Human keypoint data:
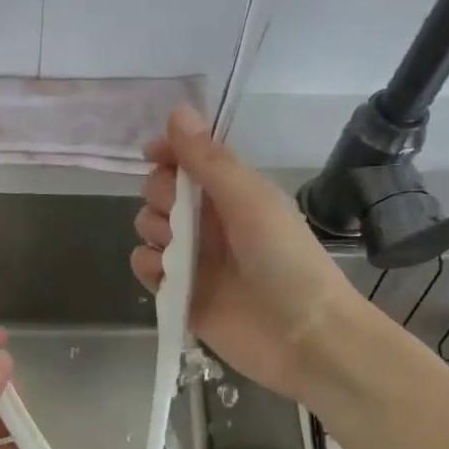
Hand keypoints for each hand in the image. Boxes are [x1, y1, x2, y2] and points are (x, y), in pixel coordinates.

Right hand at [131, 106, 357, 401]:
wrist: (302, 336)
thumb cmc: (285, 260)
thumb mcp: (250, 200)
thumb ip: (209, 160)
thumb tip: (177, 111)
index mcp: (231, 194)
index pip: (187, 161)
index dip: (167, 154)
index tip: (153, 155)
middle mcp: (209, 222)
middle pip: (160, 193)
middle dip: (159, 197)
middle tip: (178, 216)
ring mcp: (193, 259)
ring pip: (149, 230)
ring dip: (154, 233)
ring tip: (176, 253)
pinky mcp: (180, 295)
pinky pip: (146, 269)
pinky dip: (149, 268)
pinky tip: (166, 276)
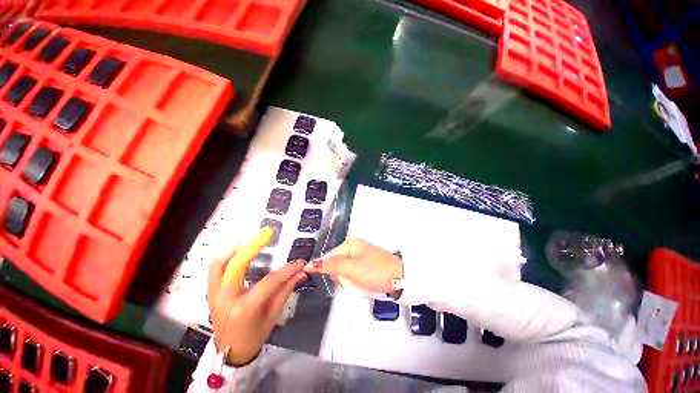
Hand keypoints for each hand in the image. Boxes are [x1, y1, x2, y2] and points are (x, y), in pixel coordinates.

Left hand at [207, 246, 306, 365]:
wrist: (230, 352)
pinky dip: (225, 257)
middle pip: (237, 265)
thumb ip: (286, 290)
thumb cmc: (254, 335)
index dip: (287, 270)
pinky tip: (238, 252)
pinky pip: (214, 269)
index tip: (299, 262)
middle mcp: (226, 298)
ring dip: (237, 250)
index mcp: (245, 307)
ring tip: (252, 242)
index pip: (269, 281)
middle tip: (267, 235)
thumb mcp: (273, 315)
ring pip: (220, 264)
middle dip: (253, 247)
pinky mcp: (211, 292)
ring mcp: (214, 295)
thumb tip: (301, 272)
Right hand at [304, 238, 402, 293]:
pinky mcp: (364, 267)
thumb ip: (331, 265)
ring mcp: (359, 258)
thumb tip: (311, 263)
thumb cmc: (376, 271)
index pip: (328, 259)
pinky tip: (367, 284)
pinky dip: (358, 284)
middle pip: (336, 268)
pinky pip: (354, 278)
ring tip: (364, 283)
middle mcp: (353, 249)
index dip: (333, 272)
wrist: (400, 278)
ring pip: (345, 275)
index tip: (345, 279)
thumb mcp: (352, 269)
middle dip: (345, 278)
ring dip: (352, 283)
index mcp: (349, 245)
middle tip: (357, 280)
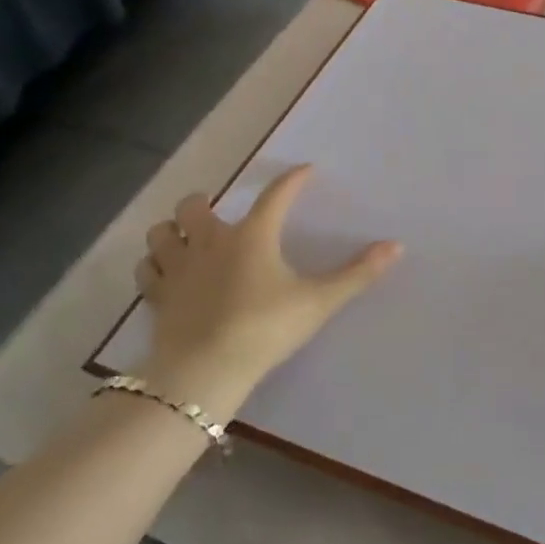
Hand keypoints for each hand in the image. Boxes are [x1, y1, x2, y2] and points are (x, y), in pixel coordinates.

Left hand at [133, 166, 401, 415]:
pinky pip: (147, 270)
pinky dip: (155, 264)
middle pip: (196, 205)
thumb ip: (357, 274)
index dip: (293, 180)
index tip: (305, 171)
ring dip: (173, 230)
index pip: (276, 195)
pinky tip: (167, 272)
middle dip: (205, 203)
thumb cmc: (266, 328)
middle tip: (220, 214)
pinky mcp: (158, 297)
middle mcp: (211, 242)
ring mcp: (179, 268)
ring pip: (162, 232)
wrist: (205, 372)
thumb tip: (397, 246)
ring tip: (186, 239)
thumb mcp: (318, 301)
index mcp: (253, 236)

Exercise brief
Repeat the data verbatim through the "middle pip: (237, 265)" line, no pictures.

Exercise answer
Hand keypoints for each hand in the image. Boxes are [x1, y1, x2, y2] and points are (x, y), in pixel coordinates.

Right hand at [131, 106, 357, 401]:
wrist: (302, 336)
thumb cmc: (285, 260)
thumb mcp: (250, 200)
thumb ip: (209, 160)
thumb tip: (177, 111)
index mcp: (231, 194)
index pip: (187, 161)
index dip: (167, 154)
index tip: (153, 155)
middle mcp: (209, 222)
middle pip: (160, 193)
middle dip: (159, 197)
middle tip: (178, 216)
ring mcp: (193, 259)
ring pip: (149, 230)
ring dip: (154, 233)
ring tip: (176, 253)
pinky mcp: (180, 295)
pinky pip: (146, 269)
pinky dip: (149, 268)
pinky tip: (166, 276)
Hand keypoints for each hand in the image. Boxes are [x1, y1, x2, y2] and points are (x, y), in pixel coordinates.

Left hand at [207, 246, 306, 365]:
wrist: (230, 352)
pinky dip: (225, 257)
middle pip: (237, 265)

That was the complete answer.